ROMA. Il prossimo consiglio dei ministri esaminerà il protocollo sul welfare, emendabile dal Parlamento come tutti i provvedimenti governativi. La sinistra, nella persona dei ministri Alessandro Bianchi, Paolo Ferrero, Fabio Mussi e Alfonso Pecoraro Scanio ha avuto un incontro e una colazione con il premier Prodi, il ministro Damiano e il sottosegretario Enrico Letta. Ma la sua posizione critica resta in piedi.
Obiettivo discutere quanto si sarebbero potute cambiare le iniziative sul welfare. Alla fine dell'incontro, tutti soddisfatti ma il problema resta: sinistra e Cgil insistono nel braccio di ferro sul protocollo che riguarda il lavoro. Il ministro dell'Università Fabio Mussi ha precisato: «I pericoli per la stabilità del governo vengono dal Pd, non certo dalla cosiddetta sinistra». Ma la pressione e la tensione sul welfare restano.
Dopo la lettera di Prodi di due giorni fa in risposta a quella mandata dal segretario generale della Cgil Epifani, nella quale si ricordava che questo governo molto aveva fatto per i lavoratori, il pranzo di ieri ha sancito la possibilità di continuare il dialogo. Perché la sinistra non molla. Il nocciolo della questione era quello che aveva messo in evidenza la Cgil: il lavoro precario viene confermato, perchè dopo 36 mesi basta andare nell'ufficio del lavoro con un sindacalista per rinnovare il contratto. «Nell'incontro - ha specificato Pecoraro Scanio - abbiamo chiesto che ci sia maggiore attenzione al settore del precariato».
I quattro ministri hanno insistito che la legge Biagi nell'essenza della sua legittimazione del precariato ad oltranza non è stata smentita.
Prodi non ha detto «no» ad emendamenti parlamentari.
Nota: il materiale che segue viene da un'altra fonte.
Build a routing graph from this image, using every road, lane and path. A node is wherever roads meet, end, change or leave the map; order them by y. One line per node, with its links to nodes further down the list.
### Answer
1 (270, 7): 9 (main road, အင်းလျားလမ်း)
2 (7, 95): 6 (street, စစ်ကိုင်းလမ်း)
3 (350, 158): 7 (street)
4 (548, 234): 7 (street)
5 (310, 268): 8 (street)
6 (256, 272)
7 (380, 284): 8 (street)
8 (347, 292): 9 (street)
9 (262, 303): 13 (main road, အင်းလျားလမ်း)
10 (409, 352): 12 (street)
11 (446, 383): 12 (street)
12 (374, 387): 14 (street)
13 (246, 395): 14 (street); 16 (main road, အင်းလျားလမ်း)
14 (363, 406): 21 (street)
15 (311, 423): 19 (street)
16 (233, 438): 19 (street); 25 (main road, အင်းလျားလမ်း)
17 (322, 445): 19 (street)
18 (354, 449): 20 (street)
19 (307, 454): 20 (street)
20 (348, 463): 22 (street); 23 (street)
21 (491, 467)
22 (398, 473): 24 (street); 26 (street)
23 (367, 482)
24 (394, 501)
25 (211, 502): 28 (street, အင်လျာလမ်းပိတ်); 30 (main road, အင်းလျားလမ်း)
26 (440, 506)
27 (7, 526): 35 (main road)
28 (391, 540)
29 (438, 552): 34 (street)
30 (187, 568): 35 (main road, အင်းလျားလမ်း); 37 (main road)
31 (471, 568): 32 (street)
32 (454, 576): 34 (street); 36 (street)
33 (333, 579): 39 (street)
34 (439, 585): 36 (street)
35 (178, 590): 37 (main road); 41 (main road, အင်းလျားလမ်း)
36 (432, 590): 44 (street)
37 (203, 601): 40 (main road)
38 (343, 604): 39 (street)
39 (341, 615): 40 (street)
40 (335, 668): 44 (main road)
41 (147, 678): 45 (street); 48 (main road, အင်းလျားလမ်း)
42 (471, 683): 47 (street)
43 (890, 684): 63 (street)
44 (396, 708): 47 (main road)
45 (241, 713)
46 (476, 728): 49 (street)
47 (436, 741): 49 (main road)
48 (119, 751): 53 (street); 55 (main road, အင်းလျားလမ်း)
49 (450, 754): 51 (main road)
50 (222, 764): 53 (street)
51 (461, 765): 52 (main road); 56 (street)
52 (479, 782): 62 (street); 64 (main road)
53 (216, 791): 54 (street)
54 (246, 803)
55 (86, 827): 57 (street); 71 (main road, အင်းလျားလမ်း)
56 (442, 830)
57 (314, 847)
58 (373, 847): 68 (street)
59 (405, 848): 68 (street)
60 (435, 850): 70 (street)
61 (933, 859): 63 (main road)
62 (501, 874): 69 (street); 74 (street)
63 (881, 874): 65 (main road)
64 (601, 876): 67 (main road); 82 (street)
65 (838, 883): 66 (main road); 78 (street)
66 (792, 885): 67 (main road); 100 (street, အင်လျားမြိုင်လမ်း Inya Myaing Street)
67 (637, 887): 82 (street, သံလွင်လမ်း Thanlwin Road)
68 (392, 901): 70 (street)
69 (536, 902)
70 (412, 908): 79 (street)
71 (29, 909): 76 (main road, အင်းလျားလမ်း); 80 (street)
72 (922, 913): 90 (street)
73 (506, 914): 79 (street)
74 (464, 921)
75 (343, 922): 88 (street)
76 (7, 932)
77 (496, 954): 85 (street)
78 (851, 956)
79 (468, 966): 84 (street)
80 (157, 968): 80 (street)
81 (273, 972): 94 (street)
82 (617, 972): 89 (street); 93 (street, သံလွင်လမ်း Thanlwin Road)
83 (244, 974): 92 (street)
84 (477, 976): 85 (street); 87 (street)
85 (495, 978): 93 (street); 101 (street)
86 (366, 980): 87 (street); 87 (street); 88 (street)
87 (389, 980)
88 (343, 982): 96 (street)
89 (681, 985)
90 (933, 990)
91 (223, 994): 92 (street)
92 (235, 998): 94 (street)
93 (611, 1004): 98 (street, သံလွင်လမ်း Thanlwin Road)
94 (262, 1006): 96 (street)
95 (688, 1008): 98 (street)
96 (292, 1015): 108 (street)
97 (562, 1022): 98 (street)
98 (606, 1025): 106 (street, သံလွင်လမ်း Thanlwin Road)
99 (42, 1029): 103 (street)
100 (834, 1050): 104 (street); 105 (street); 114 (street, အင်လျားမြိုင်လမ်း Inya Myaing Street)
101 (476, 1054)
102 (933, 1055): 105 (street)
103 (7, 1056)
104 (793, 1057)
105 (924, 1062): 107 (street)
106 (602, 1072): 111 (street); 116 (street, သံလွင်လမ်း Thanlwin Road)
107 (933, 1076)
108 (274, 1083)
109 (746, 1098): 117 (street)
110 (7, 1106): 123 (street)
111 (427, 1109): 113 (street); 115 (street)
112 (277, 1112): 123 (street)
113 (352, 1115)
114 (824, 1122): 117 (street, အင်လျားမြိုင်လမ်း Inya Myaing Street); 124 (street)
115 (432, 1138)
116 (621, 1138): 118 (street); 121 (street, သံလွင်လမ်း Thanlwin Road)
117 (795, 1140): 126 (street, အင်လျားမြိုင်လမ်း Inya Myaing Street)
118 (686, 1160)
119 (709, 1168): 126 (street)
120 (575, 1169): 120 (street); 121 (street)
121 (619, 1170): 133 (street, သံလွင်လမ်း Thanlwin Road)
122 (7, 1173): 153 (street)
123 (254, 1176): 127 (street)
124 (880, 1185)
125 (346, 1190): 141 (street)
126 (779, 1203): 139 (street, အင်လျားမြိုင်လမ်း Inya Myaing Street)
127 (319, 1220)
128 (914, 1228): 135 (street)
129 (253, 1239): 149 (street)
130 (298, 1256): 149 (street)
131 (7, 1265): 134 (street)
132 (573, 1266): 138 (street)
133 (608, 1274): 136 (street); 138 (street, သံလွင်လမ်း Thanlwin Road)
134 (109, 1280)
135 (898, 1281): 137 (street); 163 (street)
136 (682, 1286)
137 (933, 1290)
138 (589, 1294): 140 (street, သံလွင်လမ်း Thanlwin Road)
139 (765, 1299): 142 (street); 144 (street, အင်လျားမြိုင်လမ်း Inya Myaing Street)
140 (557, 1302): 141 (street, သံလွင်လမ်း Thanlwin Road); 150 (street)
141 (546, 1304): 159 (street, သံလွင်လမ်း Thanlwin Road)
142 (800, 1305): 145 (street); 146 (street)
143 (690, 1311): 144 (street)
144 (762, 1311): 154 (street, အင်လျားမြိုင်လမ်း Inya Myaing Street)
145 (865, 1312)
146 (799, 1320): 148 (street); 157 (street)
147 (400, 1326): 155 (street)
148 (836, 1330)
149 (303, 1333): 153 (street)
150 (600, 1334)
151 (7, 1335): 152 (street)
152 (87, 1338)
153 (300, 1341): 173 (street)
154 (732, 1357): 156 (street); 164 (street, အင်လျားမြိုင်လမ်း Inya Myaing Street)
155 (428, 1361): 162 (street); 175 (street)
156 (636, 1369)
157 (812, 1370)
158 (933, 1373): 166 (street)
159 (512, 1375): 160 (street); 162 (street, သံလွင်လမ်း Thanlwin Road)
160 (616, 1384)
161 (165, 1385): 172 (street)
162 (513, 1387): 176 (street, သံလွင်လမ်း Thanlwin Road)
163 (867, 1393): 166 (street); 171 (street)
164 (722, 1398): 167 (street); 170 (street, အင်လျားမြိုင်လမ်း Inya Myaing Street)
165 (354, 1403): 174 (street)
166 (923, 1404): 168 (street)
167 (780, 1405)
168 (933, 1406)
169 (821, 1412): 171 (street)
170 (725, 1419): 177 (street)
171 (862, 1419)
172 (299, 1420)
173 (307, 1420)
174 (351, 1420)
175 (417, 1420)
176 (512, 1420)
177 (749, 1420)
Mussi ha apprezzato l'apertura al dialogo del presidente del Consiglio e specifica: «Quella che viene rappresentata come sinistra è una parte importante della coalizione che sostiene il governo che, ovviamente, deve poter dire la sua sulle decisioni che di volta in volta verranno assunte». Anche Prodi si dice tranquillo. «L'incontro? Bene, bene» risponde ai giornalisti il premier e il ministro del Welfare Cesare Damiano aggiunge: «Molto utile e non ci sono problemi specifici».
Però i dissensi ci sono. Lo chiarisce il ministro Ferrero, a proposito dell'invito contenuto nella lettera di Prodi a firmare per intero il protocollo. «Il punto politico - ha detto il ministro - è che c'è il dissenso della Cgil su una parte dell'accordo. In autunno si dovrà arrivare ad un'intesa in Parlamento. E se Prodi vuole durare deve ascoltare anche noi».
I sindacati sono divisi sull'operato del governo. Per la Cisl «tutto è a posto ed è molto appropriato». Per la Cgil la lettera di Prodi è da considerarsi «insoddisfacente», ammette anche lo stesso Epifani, perchè si sostiene che il protocollo sul welfare «va firmato per intero». Secondo il leader Cgil, la lettera del premier «non risponde a molte delle questioni poste, a partire dalla riforma del mercato del lavoro. Proprio su questo punto quindi le distanze tra le confederazioni restano ampie.